Exercise requirements
Look through the lines below, find those with the word "Viale", and copy them.

*** Begin section ***

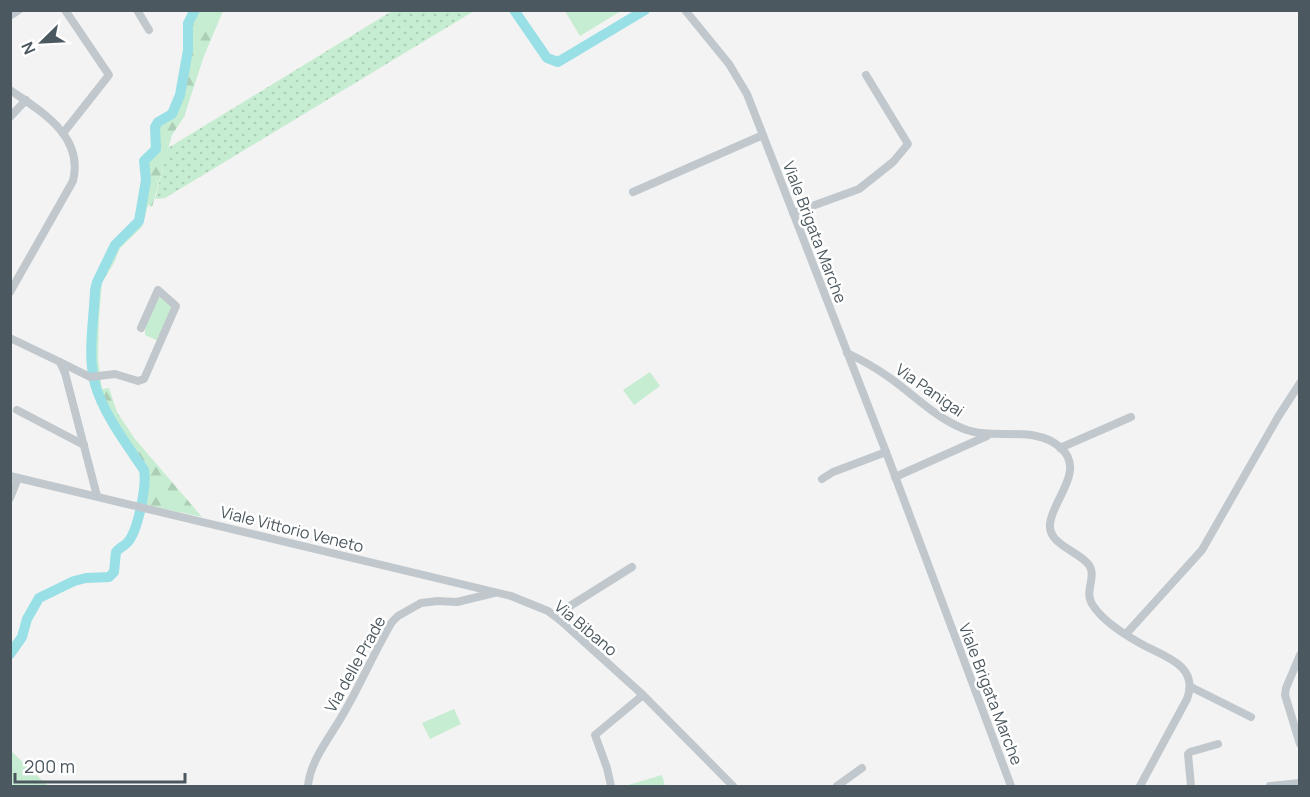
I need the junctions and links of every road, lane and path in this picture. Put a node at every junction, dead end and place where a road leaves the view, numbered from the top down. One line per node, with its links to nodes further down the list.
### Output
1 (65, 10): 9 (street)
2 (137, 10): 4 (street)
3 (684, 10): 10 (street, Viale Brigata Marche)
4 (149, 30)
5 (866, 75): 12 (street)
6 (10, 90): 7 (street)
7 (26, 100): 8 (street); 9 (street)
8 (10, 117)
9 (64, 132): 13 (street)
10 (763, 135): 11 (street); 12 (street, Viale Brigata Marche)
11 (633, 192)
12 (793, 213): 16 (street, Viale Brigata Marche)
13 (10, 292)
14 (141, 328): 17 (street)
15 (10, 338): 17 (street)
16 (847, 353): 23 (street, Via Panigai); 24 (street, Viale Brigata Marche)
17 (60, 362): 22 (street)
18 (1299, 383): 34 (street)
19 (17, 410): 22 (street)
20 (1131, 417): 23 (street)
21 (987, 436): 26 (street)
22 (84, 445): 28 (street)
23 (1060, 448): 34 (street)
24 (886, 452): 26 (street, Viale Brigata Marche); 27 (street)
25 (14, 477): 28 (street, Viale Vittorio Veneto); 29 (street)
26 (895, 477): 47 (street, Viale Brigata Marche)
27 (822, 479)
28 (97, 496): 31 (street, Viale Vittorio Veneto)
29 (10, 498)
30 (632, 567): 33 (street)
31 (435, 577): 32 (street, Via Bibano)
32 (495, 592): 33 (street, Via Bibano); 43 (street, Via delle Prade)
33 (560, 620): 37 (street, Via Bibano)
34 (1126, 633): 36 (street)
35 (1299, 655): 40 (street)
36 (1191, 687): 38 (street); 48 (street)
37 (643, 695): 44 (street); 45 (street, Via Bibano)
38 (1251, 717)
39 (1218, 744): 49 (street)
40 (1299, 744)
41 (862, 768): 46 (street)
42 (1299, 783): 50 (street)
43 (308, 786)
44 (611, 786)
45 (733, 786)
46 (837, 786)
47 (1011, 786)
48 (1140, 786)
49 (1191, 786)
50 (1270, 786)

*** End section ***

Solved problem
3 (684, 10): 10 (street, Viale Brigata Marche)
10 (763, 135): 11 (street); 12 (street, Viale Brigata Marche)
12 (793, 213): 16 (street, Viale Brigata Marche)
16 (847, 353): 23 (street, Via Panigai); 24 (street, Viale Brigata Marche)
24 (886, 452): 26 (street, Viale Brigata Marche); 27 (street)
25 (14, 477): 28 (street, Viale Vittorio Veneto); 29 (street)
26 (895, 477): 47 (street, Viale Brigata Marche)
28 (97, 496): 31 (street, Viale Vittorio Veneto)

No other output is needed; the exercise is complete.